Where a line below holds the string "numbered", copy that line.

[Stored data entries]

_ _ _ _

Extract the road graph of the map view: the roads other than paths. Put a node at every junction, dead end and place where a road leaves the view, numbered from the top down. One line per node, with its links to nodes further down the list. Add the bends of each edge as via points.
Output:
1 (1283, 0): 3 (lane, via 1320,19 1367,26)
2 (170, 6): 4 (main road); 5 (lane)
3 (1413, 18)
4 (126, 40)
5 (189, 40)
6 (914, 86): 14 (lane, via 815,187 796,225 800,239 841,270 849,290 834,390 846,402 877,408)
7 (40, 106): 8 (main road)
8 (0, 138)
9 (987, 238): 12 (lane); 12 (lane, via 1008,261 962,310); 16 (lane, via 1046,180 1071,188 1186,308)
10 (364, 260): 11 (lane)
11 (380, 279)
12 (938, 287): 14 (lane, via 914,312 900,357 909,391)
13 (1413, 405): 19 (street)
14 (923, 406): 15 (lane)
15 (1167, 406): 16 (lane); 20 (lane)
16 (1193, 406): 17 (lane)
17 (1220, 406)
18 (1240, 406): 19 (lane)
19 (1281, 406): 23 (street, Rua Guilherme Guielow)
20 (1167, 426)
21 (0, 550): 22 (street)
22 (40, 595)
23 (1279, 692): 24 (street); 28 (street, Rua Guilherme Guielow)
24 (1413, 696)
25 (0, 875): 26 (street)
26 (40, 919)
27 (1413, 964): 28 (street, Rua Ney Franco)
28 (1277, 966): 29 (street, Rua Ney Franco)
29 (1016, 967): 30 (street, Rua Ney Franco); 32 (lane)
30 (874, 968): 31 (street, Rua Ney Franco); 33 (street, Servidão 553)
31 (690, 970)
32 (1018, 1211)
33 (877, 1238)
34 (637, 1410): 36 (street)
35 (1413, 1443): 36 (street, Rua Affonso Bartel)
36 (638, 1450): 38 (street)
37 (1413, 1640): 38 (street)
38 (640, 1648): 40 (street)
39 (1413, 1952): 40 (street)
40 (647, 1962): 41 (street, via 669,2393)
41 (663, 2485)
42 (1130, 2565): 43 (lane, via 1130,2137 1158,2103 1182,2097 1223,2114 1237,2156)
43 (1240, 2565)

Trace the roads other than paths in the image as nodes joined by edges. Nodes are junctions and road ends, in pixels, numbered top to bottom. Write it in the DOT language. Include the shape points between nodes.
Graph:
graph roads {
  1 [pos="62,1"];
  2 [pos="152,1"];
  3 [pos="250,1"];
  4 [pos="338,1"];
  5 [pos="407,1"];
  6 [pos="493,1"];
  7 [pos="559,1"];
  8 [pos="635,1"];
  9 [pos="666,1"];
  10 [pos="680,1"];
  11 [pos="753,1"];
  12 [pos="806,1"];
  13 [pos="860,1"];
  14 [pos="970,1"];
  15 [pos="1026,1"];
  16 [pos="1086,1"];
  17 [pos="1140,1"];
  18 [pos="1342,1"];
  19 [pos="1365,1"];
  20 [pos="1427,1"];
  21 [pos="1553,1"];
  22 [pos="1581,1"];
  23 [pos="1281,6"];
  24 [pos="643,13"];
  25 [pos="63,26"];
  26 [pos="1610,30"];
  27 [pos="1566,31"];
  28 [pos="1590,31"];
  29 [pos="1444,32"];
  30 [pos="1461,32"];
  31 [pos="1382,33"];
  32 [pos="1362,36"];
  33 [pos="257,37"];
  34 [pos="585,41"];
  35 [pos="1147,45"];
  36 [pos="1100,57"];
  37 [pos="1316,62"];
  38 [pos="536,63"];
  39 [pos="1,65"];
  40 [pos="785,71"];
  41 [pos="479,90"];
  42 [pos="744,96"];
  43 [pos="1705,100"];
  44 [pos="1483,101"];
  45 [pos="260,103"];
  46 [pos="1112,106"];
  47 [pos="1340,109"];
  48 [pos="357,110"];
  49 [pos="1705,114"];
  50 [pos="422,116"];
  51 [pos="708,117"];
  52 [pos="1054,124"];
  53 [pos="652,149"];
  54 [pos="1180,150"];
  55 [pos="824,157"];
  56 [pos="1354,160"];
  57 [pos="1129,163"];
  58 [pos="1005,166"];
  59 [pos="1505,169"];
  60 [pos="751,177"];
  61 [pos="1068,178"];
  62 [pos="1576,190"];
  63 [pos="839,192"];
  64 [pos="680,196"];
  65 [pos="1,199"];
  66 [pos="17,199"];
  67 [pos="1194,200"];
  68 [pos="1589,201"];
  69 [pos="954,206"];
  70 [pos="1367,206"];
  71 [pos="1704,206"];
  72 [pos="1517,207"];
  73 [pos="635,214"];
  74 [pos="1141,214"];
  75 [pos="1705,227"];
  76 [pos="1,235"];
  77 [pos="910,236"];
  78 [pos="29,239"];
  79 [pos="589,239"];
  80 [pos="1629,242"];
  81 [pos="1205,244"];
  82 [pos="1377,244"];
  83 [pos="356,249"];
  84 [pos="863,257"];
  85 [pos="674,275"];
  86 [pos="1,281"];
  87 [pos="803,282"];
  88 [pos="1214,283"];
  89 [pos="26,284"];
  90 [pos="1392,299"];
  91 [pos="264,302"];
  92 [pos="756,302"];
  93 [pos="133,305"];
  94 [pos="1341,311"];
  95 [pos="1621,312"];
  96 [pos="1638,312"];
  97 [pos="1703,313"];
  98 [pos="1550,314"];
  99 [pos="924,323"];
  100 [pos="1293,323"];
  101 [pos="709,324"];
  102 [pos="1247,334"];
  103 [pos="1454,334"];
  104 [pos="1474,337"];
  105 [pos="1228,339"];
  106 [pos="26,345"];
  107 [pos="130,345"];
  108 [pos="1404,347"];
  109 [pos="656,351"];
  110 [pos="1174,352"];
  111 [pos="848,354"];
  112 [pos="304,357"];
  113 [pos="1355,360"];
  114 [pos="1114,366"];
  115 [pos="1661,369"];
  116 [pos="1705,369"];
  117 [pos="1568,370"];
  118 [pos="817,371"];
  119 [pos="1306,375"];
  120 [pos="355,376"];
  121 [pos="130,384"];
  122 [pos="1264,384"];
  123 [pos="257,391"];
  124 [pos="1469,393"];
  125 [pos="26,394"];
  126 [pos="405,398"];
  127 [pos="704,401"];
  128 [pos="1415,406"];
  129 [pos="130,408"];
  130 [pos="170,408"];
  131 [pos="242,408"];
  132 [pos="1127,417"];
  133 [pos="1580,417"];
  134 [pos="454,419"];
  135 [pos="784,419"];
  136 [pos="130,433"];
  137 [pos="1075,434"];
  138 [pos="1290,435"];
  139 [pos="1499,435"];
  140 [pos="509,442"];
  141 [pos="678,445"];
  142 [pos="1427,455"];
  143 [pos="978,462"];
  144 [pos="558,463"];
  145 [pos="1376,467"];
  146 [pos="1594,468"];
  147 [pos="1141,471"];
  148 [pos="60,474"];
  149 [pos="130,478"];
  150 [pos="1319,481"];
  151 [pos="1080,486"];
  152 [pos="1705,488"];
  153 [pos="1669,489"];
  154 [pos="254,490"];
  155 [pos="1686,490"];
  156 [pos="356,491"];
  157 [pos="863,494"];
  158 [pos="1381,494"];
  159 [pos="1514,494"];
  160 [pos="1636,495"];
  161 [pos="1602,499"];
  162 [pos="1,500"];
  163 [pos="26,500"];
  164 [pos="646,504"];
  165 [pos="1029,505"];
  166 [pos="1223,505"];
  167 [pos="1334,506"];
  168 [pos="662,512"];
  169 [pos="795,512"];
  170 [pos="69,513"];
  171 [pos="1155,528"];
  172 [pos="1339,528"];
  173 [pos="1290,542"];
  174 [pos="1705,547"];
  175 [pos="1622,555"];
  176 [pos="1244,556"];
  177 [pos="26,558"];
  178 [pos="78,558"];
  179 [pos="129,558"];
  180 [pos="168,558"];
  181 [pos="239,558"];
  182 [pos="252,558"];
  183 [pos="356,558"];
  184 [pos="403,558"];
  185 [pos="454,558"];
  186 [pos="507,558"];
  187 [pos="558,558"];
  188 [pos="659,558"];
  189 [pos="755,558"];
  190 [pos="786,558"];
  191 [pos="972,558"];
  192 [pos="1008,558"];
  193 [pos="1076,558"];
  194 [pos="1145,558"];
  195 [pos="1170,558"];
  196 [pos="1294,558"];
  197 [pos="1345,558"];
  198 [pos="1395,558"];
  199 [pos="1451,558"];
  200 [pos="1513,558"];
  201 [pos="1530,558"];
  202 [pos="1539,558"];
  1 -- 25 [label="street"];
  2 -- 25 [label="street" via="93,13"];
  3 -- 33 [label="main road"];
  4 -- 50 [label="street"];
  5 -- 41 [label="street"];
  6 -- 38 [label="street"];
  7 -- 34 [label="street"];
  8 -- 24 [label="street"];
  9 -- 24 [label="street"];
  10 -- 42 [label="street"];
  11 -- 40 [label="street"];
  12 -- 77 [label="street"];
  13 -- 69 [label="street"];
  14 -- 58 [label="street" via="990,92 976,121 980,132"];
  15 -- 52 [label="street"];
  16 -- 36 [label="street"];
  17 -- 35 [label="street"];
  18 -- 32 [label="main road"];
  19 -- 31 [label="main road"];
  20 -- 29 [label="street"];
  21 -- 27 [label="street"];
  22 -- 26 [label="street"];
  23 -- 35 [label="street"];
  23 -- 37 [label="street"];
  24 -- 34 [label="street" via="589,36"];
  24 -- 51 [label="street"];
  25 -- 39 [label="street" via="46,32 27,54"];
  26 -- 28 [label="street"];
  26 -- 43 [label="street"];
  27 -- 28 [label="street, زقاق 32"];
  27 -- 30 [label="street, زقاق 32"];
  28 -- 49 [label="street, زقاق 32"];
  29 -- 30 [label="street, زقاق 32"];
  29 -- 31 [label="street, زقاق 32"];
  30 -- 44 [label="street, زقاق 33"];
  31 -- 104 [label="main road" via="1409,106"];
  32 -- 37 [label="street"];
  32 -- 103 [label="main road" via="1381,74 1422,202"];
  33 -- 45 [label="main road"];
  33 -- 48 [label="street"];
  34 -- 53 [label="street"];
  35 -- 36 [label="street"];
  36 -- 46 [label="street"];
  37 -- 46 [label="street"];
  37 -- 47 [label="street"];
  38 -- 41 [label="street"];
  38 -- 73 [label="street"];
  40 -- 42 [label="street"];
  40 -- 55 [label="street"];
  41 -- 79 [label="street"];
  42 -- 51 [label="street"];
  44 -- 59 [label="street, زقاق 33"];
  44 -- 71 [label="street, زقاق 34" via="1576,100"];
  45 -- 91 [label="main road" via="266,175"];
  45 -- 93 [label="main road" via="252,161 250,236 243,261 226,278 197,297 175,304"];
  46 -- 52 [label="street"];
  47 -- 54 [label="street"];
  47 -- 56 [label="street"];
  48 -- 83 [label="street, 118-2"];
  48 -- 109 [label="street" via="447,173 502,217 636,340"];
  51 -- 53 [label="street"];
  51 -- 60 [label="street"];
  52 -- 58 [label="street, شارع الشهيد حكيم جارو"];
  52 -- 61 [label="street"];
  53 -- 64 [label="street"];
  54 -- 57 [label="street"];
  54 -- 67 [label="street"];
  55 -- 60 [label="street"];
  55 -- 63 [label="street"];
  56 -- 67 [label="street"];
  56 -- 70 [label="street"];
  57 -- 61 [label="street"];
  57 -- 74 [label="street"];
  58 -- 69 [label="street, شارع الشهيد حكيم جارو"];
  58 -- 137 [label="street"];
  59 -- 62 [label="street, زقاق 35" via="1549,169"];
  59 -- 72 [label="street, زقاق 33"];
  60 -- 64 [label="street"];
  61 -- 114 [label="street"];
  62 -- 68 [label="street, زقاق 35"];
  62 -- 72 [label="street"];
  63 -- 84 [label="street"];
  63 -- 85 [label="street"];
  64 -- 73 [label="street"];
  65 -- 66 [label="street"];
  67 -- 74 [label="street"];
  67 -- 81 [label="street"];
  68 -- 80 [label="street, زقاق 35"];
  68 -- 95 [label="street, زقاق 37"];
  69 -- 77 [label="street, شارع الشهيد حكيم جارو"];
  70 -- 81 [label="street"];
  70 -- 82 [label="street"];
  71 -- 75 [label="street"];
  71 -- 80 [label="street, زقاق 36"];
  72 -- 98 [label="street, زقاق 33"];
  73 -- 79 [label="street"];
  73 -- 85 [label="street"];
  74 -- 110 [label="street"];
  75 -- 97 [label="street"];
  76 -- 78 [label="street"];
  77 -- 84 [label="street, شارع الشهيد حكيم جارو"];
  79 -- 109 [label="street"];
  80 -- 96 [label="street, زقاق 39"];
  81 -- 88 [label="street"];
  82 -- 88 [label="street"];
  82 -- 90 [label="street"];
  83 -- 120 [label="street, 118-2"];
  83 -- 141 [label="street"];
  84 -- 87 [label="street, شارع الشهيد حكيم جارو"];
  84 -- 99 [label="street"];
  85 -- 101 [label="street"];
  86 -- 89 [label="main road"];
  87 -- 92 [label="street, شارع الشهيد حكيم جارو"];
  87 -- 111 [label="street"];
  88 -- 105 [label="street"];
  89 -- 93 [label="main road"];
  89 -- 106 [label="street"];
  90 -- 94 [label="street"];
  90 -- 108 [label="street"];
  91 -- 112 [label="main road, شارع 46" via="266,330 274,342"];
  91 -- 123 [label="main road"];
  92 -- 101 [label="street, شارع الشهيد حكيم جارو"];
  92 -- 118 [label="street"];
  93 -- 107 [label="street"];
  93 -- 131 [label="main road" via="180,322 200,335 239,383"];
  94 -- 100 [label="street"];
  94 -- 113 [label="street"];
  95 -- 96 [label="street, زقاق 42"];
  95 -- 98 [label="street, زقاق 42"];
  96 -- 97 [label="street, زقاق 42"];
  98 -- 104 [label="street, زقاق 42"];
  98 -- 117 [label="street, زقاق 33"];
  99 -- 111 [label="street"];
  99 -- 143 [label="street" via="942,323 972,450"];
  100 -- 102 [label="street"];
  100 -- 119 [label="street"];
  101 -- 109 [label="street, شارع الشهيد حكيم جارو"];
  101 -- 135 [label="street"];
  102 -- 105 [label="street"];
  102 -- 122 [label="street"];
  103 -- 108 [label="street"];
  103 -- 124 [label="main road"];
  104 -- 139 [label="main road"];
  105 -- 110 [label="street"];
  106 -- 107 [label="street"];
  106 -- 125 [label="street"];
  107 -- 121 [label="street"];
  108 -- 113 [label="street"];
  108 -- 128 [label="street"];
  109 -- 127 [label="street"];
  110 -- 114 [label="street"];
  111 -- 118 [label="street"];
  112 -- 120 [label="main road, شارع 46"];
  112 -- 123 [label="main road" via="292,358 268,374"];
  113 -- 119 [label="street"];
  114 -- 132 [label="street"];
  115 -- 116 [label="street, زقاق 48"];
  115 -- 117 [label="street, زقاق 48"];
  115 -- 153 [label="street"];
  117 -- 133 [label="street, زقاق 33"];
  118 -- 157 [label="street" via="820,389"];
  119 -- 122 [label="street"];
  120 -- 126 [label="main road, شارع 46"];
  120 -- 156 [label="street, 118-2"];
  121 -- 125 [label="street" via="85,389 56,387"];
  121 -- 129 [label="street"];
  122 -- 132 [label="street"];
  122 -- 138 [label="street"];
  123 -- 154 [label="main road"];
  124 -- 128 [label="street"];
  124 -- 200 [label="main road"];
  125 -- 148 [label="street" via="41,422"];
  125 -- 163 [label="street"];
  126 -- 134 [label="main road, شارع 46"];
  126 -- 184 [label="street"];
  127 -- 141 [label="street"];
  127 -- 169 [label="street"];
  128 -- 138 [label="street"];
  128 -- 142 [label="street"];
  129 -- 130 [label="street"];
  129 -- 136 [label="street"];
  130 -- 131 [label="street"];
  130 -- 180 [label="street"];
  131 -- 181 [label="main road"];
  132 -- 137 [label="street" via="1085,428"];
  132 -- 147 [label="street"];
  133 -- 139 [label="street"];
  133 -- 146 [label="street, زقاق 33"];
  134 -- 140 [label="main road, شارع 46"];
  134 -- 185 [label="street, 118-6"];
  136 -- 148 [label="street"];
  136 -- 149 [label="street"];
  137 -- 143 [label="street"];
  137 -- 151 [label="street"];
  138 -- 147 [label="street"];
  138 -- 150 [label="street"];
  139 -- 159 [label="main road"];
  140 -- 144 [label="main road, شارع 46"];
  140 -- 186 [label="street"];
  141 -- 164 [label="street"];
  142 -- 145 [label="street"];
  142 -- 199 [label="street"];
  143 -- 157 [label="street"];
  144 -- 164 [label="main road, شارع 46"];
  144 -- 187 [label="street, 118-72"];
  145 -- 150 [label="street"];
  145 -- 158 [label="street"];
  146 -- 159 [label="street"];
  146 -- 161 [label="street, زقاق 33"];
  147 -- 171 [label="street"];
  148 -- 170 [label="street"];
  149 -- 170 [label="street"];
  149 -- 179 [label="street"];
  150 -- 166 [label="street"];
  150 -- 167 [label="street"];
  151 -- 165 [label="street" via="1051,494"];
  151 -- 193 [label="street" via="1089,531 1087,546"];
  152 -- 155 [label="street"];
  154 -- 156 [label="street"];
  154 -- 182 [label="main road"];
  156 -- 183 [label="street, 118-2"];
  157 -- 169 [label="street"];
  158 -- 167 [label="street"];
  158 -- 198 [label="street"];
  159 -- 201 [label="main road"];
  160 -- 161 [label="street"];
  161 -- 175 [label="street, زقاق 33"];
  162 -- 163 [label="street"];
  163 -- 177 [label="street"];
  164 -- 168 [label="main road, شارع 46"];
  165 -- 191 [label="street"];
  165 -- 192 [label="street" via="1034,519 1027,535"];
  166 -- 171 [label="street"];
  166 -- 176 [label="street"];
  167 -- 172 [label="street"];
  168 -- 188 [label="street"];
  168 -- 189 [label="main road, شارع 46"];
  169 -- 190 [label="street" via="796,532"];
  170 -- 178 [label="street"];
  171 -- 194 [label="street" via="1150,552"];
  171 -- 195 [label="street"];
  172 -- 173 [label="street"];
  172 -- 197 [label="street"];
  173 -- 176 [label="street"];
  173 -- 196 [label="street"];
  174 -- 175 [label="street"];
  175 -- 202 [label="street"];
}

_ _ _ _

Task result
Extract the road graph of the map view: the roads other than paths. Put a node at every junction, dead end and place where a road leaves the view, numbered from the top down. One line per node, with its links to nodes further down the list. Add the bends of each edge as via points.
Trace the roads other than paths in the image as nodes joined by edges. Nodes are junctions and road ends, in pixels, numbered top to bottom. Write it in the DOT language. Include the shape points between nodes.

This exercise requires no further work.